The Product That Should Be Hydrating Your Chapped Lips Could Be Poisoning You

Chapstick is the product you do not want to be filled with chemicals. The original formula of chapsticks did not contain chemicals. In the early 1880s, Dr C.D. Fleet, a renowned physician, created the first lip balm, in Lynchburg, Virginia. At that time, it looked like small, wick-less candlesticks wrapped tight in aluminium foil. Dr Fleet was not satisfied with the sales of his products and decided to sell the recipe for $5 to John Morton.


John Morton and his wife started making chapsticks in their kitchen. Their chapsticks were pink, and the couple used brass tubes as molds. In 1963, they sold their successful business to H. Robbins Company.


In 1971, this company added flavors to lip balms. In 1981, they added SPF 15 sunblock, and in 1985 the final product contained petroleum. That is the chapstick we use today.

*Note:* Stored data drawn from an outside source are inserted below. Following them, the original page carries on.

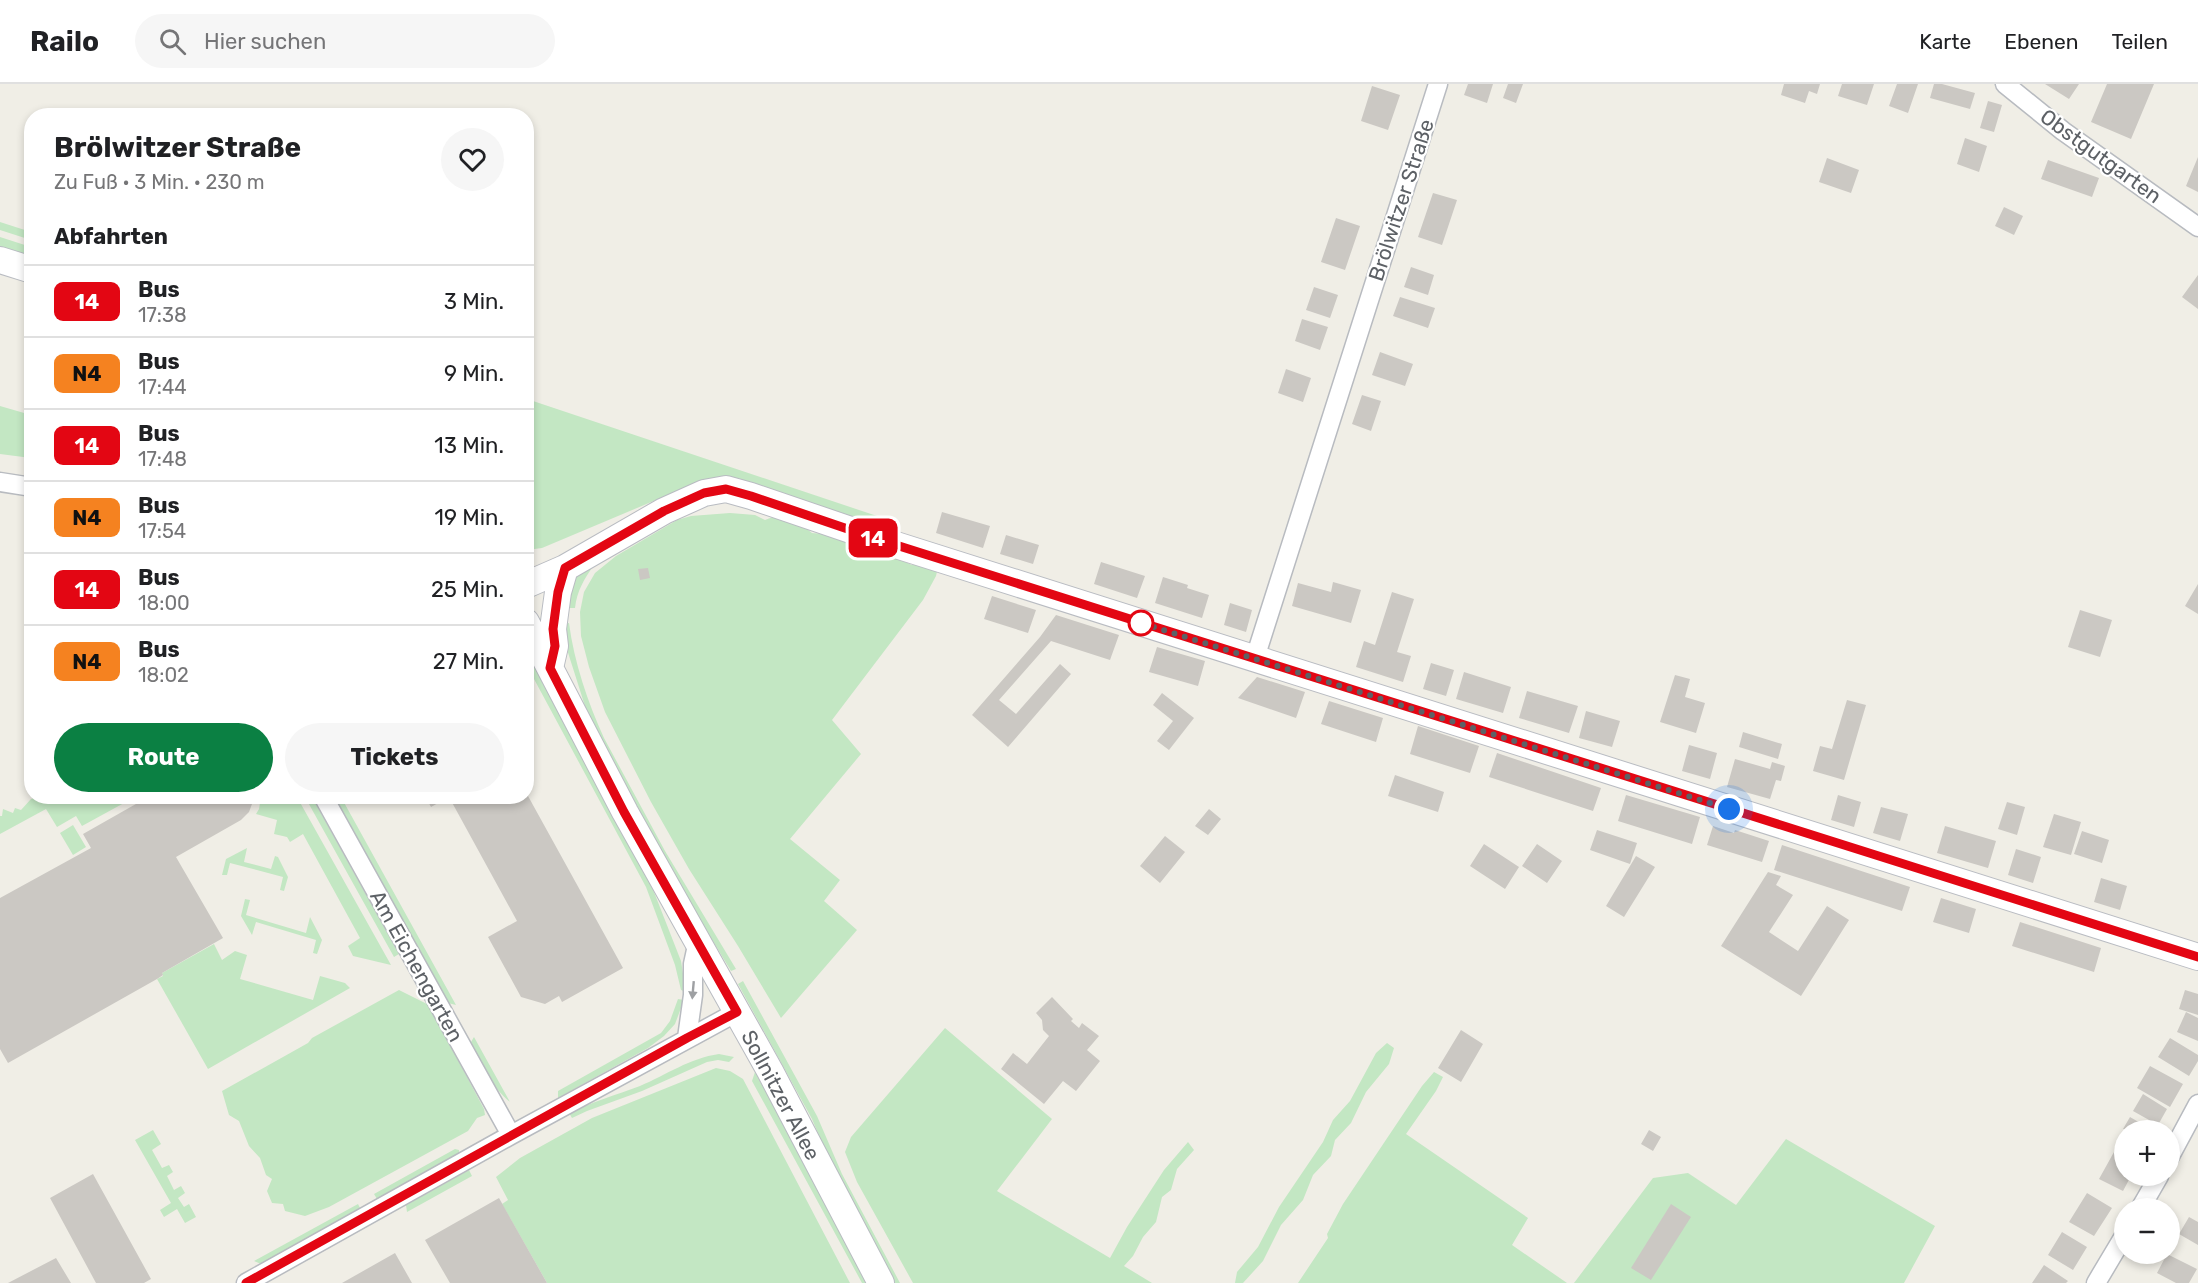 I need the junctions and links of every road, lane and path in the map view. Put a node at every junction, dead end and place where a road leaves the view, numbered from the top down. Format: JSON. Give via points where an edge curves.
{"nodes":[{"id":1,"x":1438,"y":84,"type":"edge"},
{"id":2,"x":2005,"y":84,"type":"edge"},
{"id":3,"x":2198,"y":227,"type":"edge"},
{"id":4,"x":0,"y":260,"type":"edge"},
{"id":5,"x":24,"y":268,"type":"edge"},
{"id":6,"x":0,"y":482,"type":"edge"},
{"id":7,"x":24,"y":486,"type":"edge"},
{"id":8,"x":565,"y":568,"type":"junction"},
{"id":9,"x":534,"y":582,"type":"edge"},
{"id":10,"x":534,"y":637,"type":"edge"},
{"id":11,"x":1255,"y":658,"type":"junction"},
{"id":12,"x":550,"y":668,"type":"junction"},
{"id":13,"x":327,"y":804,"type":"edge"},
{"id":14,"x":698,"y":941,"type":"junction"},
{"id":15,"x":2198,"y":957,"type":"edge"},
{"id":16,"x":737,"y":1012,"type":"junction"},
{"id":17,"x":687,"y":1038,"type":"junction"},
{"id":18,"x":2198,"y":1104,"type":"edge"},
{"id":19,"x":511,"y":1135,"type":"junction"},
{"id":20,"x":2180,"y":1138,"type":"edge"},
{"id":21,"x":2114,"y":1253,"type":"edge"},
{"id":22,"x":246,"y":1283,"type":"edge"},
{"id":23,"x":881,"y":1283,"type":"edge"},
{"id":24,"x":2096,"y":1283,"type":"edge"}],
"edges":[{"from":1,"to":11,"type":"street","name":"Brölwitzer Straße"},
{"from":2,"to":3,"type":"street","name":"Obstgutgarten"},
{"from":4,"to":5,"type":"street"},
{"from":6,"to":7,"type":"street"},
{"from":8,"to":9,"type":"street"},
{"from":8,"to":11,"type":"street","via":[[664,511],[704,493],[726,489]]},
{"from":8,"to":12,"type":"street","via":[[558,592]]},
{"from":10,"to":12,"type":"street","name":"Sollnitzer Allee"},
{"from":11,"to":15,"type":"street"},
{"from":12,"to":14,"type":"street","name":"Sollnitzer Allee","via":[[624,812]]},
{"from":13,"to":19,"type":"street","name":"Am Eichengarten"},
{"from":14,"to":16,"type":"street","name":"Sollnitzer Allee"},
{"from":14,"to":17,"type":"street","one_way":true},
{"from":16,"to":17,"type":"street"},
{"from":16,"to":23,"type":"street","name":"Sollnitzer Allee"},
{"from":17,"to":19,"type":"street"},
{"from":18,"to":20,"type":"street"},
{"from":19,"to":22,"type":"street"},
{"from":21,"to":24,"type":"street"}]}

Does your lip moisturizer contain toxic chemicals?


Chapstick “Original” flavor


Active ingredient: White petrolatum 45%


Inactive  ingredients: 


Arachidyl propionate, camphor, carnauba wax, cetyl alcohol, fragrance, isopropyl lanolate, isopropyl myristate, lanolin, light mineral oil, methylparaben, octyldodecanol, oleyl alcohol, paraffin, phenyl trimethicone, propylparaben, red 6 lakes, titanium dioxide, white wax, yellow 5 lake


Petroleum is a liquid composure of geological substances from beneath the earth’s surface. Gasoline, diesel oil, and kerosene are the common products of this liquid. Of course, it is first refined. According to recent studies published on the ChemTox website, petroleum ingredients have toxic effects:


“Petroleum-based chemicals are being found to cause significant attritional effects to the nervous system and immune system after prolonged exposure. Illnesses identified in the medical research include adult and child cancers, numerous neurological disorders, immune system weakening, autoimmune disorders [and more].”


Carnauba wax is a product made from the leaves of the Brazilian Carnauba palm. When applied topically, titanium dioxide-carnauba wax dries the skin and causes acne, rashes, contact dermatitis, allergic reaction, skin irritation, and inflammation of hair follicles. It is unclear how this ingredient heals chapped lips.


Isopropyl myristate is an ester of isopropanol and myristic is commonly used in the treatment of head lice. How does it work? It dissolves the wax of the exoskeleton of head lice and eventually kills the lice by dehydrating them. When added to products like Chapstick, this chemical goes deeply into the skin and clogs pored. This cuts down the supply of oxygen into the skin layers and results in dead skin.


Mineral oil is obtained from petroleum, after a process of distillation.


Paraffin is obtained from crude petroleum.


Propylparaben is not health-friendly, because parabens mimic the effect of estrogen, the female hormone. Early exposure to estrogen is linked to the development of breast cancer, as confirmed by numerous studies.


British researchers found parabens in the tissue samples they tested. The samples were taken from 20 women who had developed cancerous breast tumors. Every sample had traces of parabens.


Parabens are dangerous for men, too. According to a recent study, parabens affect the production of testosterone.


Red 6 lake is a common petroleum-based product. It is the fourth petroleum-based ingredient in Chapsticks. It makes children hyperactive and increases the incidence of brain tumours in lab rats. This ingredient is also associated with other abnormal cell development.


Yellow #6 causes cancer, hyperactivity, allergic reactions, diarrhea, vomiting, nettle rash, migraines, and swelling of the skin area where it was applied.


Have you read the warning on their lip balm label? It says, “Keep out of reach of children. If swallowed, get medical help or contact a Poison Control Center right away.” Why on Earth would anyone apply this in their mouth?


Make your natural lip balm




  • ¼ cup coconut oil or sweet almond


  • ¼ cup mango or cocoa butter


  • ¾ cup beeswax


  • 2 drops essential oil (peppermint, lavender, wild orange, ginger, clove, cinnamon or rosemary)


  • 1 tsp. cocoa powder (flavor) or herb powder (colour)


Preparation natural lip balm


Put the oil and butter in a heatproof measuring cup. Place the cup in a pan filled with gently simmering water so it can melt. Add in the beeswax. Stir using a stainless steel spoon. Keep in mind that the cup will be too hot to touch with bare hands.


Let the mixture cool at room temperature, and you will notice how it has started to thicken. Add in 2 drops of essential oil of your choice. Add herb powders to boost the colour of your lip balm. You can buy these powders on Amazon. Add in the cocoa powder if you want your lip balm to taste like chocolate (it is not like you are going to eat it, but it sure smells nice). Stir well, and make sure there are no lumps. Transfer the resulting mixture into clean balm tubes or tins. You can use any container that fits your requirements. You can also reuse old lip balm tubes.